The tech bubble burst; lower-cost airlines, modeled after still-profitable Southwest Airlines, proliferated and surged; United's pilots recovered from their sickout in time to extract a very pricey contract from the firm they partly controlled; terrorists attacked the United States with four hijacked airliners, two of which were United's. Then air travel, which had already fallen as the economy entered recession at the beginning of 2001, collapsed. United lost buckets of money during the last three years, including more than $4 billion since the beginning of 2001. Following the Air Transportation Stabilization Board's blistering rejection of its petition for a $1.8 billion loan guarantee, United set another industry standard this week by becoming the biggest failure in aviation history.

Monday's bankruptcy filing occurred less than two weeks after United's militant mechanics overwhelmingly rejected a $700 million cost-cutting agreement that would have reduced their pay by up to 7 percent. Now, their shares are worthless. Moreover, if United is to emerge from bankruptcy as a viable airline, its workers will have to offer significantly higher wage and work-rule concessions than they have considered to date. This is particularly true for its pilots, some of whom earn more than $300,000 per year for working 80 hours per month. For the mechanics, the $700-million agreement they rejected earlier this month will seem like a pittance. Currently, United's labor costs of $4.60 per seat mile (a standard airline unit of measure) is nearly 60 percent higher than Southwest's and 30 percent higher than that of Continental, which was forced to declare bankruptcy a second time before it obtained the necessary productivity-enhancing work-rule concessions from its unions.

Unlike Continental, United may not get a second chance to make things right in an industry plagued by overcapacity. Indeed, several of the industry's most prominent firms have entered bankruptcy and never returned including Pan Am, TWA, Eastern and Braniff. In addition, United is in much deeper trouble than it had earlier indicated. United previously had reported losing $5 million per day last month. Now, it acknowledges that it expects to lose about $21 million per day in December and between $10 million and $15 million per day in January. That's an astonishing $1 billion over two months.
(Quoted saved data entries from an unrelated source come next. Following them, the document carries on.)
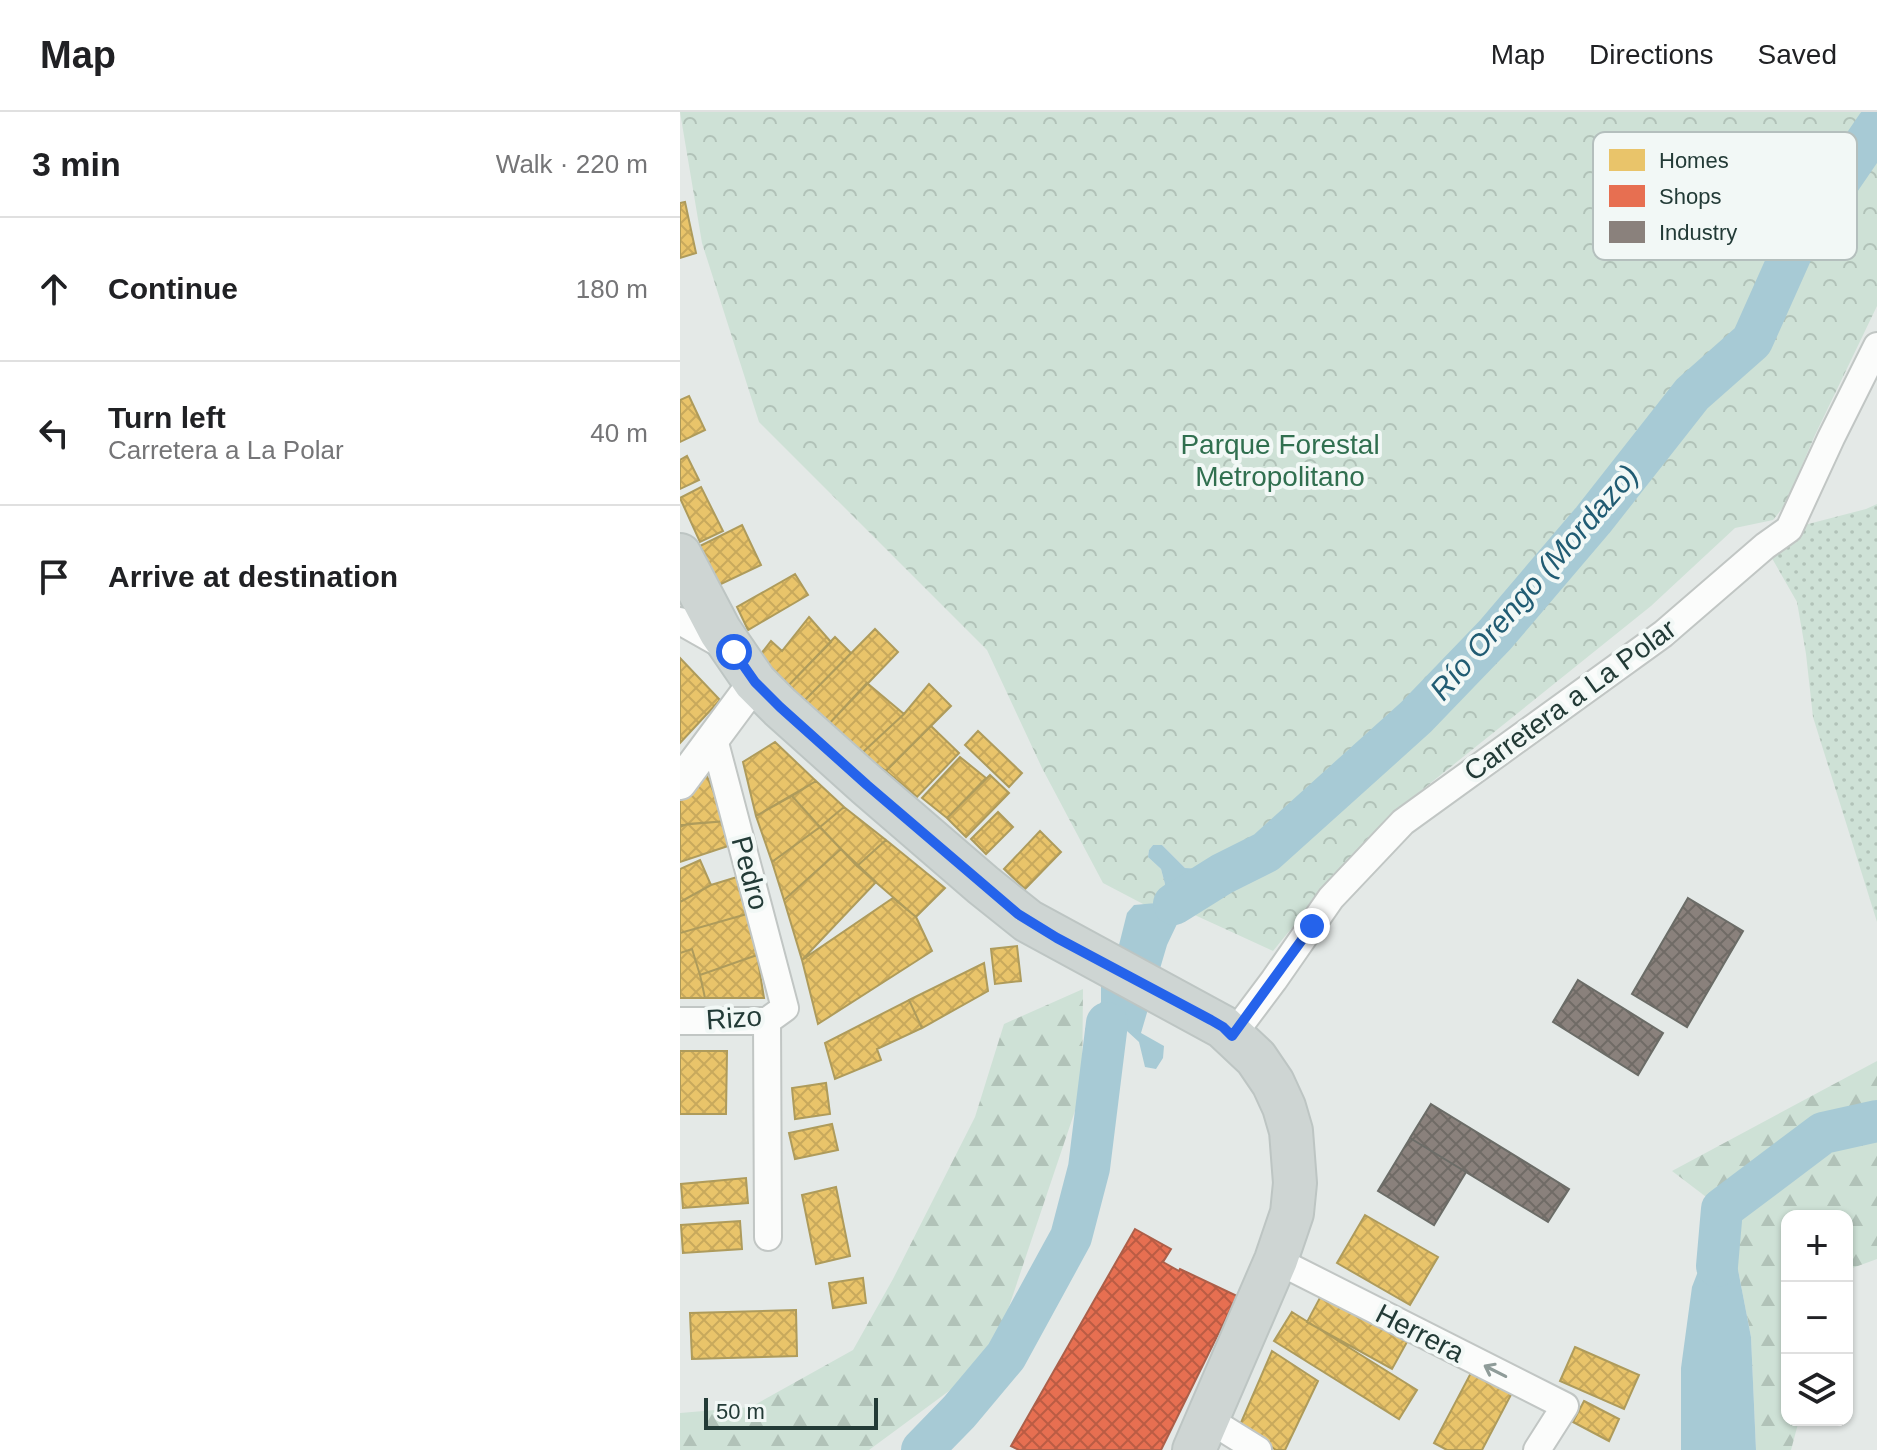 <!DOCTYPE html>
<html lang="en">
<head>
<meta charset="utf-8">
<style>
  :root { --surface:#fff; --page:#f6f6f6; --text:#202124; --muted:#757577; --line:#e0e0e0 }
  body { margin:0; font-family:Arial,sans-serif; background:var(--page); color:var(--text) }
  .controls { position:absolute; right:24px; bottom:24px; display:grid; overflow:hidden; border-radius:16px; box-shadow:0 2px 6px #0004 }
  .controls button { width:72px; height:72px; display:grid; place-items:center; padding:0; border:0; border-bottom:2px solid var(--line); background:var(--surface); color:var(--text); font:40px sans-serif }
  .scale { position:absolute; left:24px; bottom:20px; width:174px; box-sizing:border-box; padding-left:8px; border:4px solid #233b37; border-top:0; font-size:22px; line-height:28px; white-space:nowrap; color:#233b37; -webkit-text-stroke:6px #f2f8f6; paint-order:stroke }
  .stop { position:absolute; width:24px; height:24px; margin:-18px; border:6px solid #2563eb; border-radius:50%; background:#fff }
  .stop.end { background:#2563eb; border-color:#fff; box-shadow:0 2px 8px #0008 }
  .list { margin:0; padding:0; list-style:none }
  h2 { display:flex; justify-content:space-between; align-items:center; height:104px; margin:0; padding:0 32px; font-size:34px }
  h2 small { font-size:26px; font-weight:400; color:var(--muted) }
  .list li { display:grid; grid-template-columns:52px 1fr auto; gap:24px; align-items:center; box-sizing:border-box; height:144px; padding:0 32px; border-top:2px solid var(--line) }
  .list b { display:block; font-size:30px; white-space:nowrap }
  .list p { margin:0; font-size:26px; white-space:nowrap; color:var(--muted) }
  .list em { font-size:26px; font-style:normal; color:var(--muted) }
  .icon { flex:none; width:44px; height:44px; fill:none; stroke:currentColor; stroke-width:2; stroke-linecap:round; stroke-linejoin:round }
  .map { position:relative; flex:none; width:1197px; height:1338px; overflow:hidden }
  header { display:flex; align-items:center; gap:48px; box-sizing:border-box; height:112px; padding:0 40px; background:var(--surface); border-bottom:2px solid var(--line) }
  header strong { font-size:38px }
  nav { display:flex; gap:44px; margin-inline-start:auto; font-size:28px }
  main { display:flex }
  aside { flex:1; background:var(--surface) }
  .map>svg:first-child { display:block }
</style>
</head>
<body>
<header>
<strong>Map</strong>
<nav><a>Map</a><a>Directions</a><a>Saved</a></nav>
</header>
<main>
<aside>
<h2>3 min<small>Walk · 220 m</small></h2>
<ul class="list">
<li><svg class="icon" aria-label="ahead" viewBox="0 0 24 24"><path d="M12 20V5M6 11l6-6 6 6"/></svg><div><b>Continue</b></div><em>180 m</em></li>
<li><svg class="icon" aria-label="left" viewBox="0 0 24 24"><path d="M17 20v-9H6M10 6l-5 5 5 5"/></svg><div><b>Turn left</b><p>Carretera a La Polar</p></div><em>40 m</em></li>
<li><svg class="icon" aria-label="arrive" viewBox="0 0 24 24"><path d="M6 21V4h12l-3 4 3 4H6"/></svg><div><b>Arrive at destination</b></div></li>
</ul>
</aside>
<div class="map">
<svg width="1197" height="1338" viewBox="0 0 1197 1338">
  <defs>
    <pattern id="forest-firs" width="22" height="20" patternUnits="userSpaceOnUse" patternTransform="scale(2)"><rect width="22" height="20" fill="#cee1d6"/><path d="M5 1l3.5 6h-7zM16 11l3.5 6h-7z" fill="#b1c2b8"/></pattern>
    <pattern id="park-crowns" width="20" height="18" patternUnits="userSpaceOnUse" patternTransform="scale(2)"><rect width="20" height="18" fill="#cee1d6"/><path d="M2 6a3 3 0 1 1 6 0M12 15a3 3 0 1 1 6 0" fill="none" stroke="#b1c2b8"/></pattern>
    <pattern id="garden-dots" width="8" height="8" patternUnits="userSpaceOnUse" patternTransform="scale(2)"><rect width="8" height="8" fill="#cee1d6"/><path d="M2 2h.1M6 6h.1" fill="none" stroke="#b1c2b8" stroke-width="1.8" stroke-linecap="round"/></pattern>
    <pattern id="homes-cross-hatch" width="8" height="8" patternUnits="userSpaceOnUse" patternTransform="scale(2)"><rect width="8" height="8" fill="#e9c46a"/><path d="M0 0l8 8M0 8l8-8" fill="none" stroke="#c8a95c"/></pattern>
    <pattern id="shops-cross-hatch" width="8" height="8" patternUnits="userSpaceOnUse" patternTransform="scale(2)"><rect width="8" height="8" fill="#e76f51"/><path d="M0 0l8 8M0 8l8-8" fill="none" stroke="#bb5c44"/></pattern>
    <pattern id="industry-cross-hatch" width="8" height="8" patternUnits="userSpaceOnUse" patternTransform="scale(2)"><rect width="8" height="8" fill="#8a817c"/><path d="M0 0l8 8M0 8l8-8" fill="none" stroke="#706b66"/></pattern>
  </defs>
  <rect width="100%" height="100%" fill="#e4e9e7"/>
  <!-- forest -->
  <path fill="url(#forest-firs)" d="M403,877L402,978L311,1248L189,1338H0V1301L71,1295L173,1238L213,1167L295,1005L324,912Z
    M1197,949V1147L1167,1158V1104H1107V1308H1119L1111,1338H1076L1071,1225L1054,1137L1042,1097L992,1059Z"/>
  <!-- park -->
  <path fill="url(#park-crowns)" d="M0,0H1197V194L1135,323L1105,393L1093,408L1055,416L971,494L717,698L642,779L593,839L506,799L517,785L525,757L505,756L482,733H473L469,738L468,745L481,757L485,772L482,786L476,791L465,793L423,771L362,656L307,538L79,310L22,131Z"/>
  <!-- garden -->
  <path fill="url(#garden-dots)" d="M1197,392V810L1133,605L1126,542L1117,490L1085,434L1109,417L1186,397Z"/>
  <!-- water -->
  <path fill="#a7cad5" d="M473,733H482L505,756L525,757L542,762L517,785L497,812L487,833L461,921L484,934L483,946L476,957L465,955L459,930L447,919L441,921V932C427,945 430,950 434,968L419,969L405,967V917L421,890V860L439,833L447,801L454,793L476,791L482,785L485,772L481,757L468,745L469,738Z
    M1042,1097L1054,1137L1071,1225L1076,1338H1001V1256L1012,1175Z"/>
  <!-- homes -->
  <path fill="url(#homes-cross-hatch)" stroke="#ae9b5b" stroke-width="2" d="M5,90L16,141L0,146V91Z
    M9,284L25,318L0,330V288Z
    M7,344L19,368L0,377V348Z
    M21,375L43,419L20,430L0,386Z
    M62,413L81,453L39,473L20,434Z
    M115,462L128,483L68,518L57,495Z
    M129,505L151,530L105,577L77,547L91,529L102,539Z
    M195,517L218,540L147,614L120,593Z
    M155,525L171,541L120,593L105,577Z
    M0,546L40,588L0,631Z
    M187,571L224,602L181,642L147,614Z
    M249,572L271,594L206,659L181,642L224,602Z
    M251,614L279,641L237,685L206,659Z
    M298,619L342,661L329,675L285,633Z
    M95,630L136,669L76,704L63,650Z
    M280,645L306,666L267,706L242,686Z
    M23,655L46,709L0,713V688Z
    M310,663L329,681L286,725L267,706Z
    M136,669L164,695L140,715L112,684Z
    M112,684L140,715L92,750L76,704Z
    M164,695L206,728L177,754L140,715Z
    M318,700L333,715L306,742L291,727Z
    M46,709L48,734L0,750V715L7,712Z
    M140,715L161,737L104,788L92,750Z
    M360,719L381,740L345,777L324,757Z
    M206,728L265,776L236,805L177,754Z
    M161,737L196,770L122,848L104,788Z
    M20,748L31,773L0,790V757Z
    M57,765L67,802L0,821V790L31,773Z
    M213,786L236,805L252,839L138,912L122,848Z
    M67,802L77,843L20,863L12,837L0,841V821Z
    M337,834L341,869L315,872L311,837Z
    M12,837L20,863L25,886H0V841Z
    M77,843L84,886H25L20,863Z
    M304,851L308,879L242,916L229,888Z
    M229,888L242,916L197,937L201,948L155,967L145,931Z
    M0,939H47L46,1002H0Z
    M146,971L150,1002L115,1007L112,976Z
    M152,1012L158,1038L115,1047L109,1021Z
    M66,1066L68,1091L3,1096L1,1072Z
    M156,1075L170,1144L136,1152L122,1083Z
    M685,1103L758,1145L730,1193L657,1151Z
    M60,1109L62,1137L3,1141L1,1113Z
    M183,1166L186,1191L153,1196L149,1171Z
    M642,1182L727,1230L712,1257L627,1210Z
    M116,1198L117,1244L12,1247L10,1201Z
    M612,1200L737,1278L719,1307L594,1229Z
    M895,1235L959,1263L944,1297L880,1269Z
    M592,1239L638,1269L605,1338H596L560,1313Z
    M793,1257L833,1279L802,1338H767L754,1331Z
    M904,1289L939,1307L929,1329L893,1310Z"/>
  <!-- shops -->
  <path fill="url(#shops-cross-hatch)" stroke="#ac5f49" stroke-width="2" d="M455,1117L491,1137L483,1150L499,1159L500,1157L557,1184L481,1338H339L331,1334Z"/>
  <!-- industry -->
  <path fill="url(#industry-cross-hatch)" stroke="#6b6c67" stroke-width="2" d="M1008,786L1063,819L1007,915L952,882Z
    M898,868L983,921L958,963L873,910Z
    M751,992L889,1077L868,1110L730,1026Z
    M730,1026L786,1060L754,1113L698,1079Z"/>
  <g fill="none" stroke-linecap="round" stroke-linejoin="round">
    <!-- river -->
    <path stroke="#a7cad5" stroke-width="42" d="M494,792L542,762L586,740L736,605L815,523L913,408L1012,282L1072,229L1114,135L1197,14
      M1037,1154L1042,1097L1143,1021L1197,1009
      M242,1338L279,1300L326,1244L391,1125L409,1056L427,911"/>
    <!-- minor casing -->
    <g stroke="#c1c6c4" stroke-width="30">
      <path id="minor" d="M0,509L44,534
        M0,909H87L105,896L34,627
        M87,909L88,1125
        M552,924L594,868L651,786L723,710L983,522L1085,434L1109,417L1151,326L1197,234
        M596,1148L885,1294L857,1338
        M528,1307L578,1338"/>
    </g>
    <!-- tertiary casing -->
    <g stroke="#c1c6c4" stroke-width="36">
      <path id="tertiary" d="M0,671L75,570"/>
    </g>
    <!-- primary casing -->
    <g stroke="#bdc5c3" stroke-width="46">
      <path id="primary" d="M0,443L40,519L75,570L100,595L187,673L303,773L348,809L543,915L576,946L593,971L604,995L611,1019L615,1071L612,1101L596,1148L514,1338"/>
    </g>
    <!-- minor -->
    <use href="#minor" stroke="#fbfcfb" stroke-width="26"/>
    <!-- tertiary -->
    <use href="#tertiary" stroke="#fbfcfb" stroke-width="32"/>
    <!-- primary -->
    <use href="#primary" stroke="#ced5d3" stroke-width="42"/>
  </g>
  <!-- one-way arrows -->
  <defs><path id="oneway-shaft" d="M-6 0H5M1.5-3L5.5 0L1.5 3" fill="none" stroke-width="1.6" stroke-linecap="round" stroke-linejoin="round" transform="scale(2)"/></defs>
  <use stroke="#8f9c99" href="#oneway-shaft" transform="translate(815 1259) rotate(-153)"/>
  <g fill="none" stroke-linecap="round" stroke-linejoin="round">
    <!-- route -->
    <path stroke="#2563eb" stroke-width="10" d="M54,540L75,570L100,595L187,673L338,802L377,826L531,908L543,915L552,924L632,814"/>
  </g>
  <g text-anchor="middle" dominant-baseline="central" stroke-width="8" stroke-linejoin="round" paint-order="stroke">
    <!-- park labels -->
    <g font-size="28" fill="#306f4f" stroke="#f2f8f6">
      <text x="600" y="332">Parque Forestal<tspan x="600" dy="32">Metropolitano</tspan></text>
    </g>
    <!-- street labels -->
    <g font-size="28" fill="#233b37" stroke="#f2f8f6">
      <text transform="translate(890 588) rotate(-36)">Carretera a La Polar</text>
      <text transform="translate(70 761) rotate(75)">Pedro</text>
      <text transform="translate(54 906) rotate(-4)">Rizo</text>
      <text transform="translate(740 1221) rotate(27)">Herrera</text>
    </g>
    <!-- water labels -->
    <g font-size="30" font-style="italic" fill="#215c73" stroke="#f2f8f6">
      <text transform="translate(854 470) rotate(-49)">Río Orengo (Mordazo)</text>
    </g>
  </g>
  <!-- legend -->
  <rect x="913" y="20" width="264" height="128" rx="12" fill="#f2f8f6" stroke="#b4bfbd" stroke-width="2"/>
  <rect x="929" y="37" width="36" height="22" fill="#e9c46a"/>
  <rect x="929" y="73" width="36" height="22" fill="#e76f51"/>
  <rect x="929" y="109" width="36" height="22" fill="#8a817c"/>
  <g font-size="22" fill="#233b37">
    <text x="979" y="56">Homes</text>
    <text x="979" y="92">Shops</text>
    <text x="979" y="128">Industry</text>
  </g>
</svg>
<div class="controls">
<button>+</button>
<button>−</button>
<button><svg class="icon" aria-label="layers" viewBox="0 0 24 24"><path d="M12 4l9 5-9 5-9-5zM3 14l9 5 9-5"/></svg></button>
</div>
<div class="scale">50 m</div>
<div class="stop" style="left:54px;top:540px"></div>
<div class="stop end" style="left:632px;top:814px"></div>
</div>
</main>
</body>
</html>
Concessions will have to be huge and they will have to be immediate. Otherwise, the once-highflying United will face liquidation. If the mechanics' vote early this month is any indication, it is not at all clear that they regret that their high-cost airline's bankruptcy destroyed their equity investment. They need to realize that they now have one final opportunity to protect the vast majority of their jobs by being as flexible as possible. But that window of opportunity will likely close rather quickly.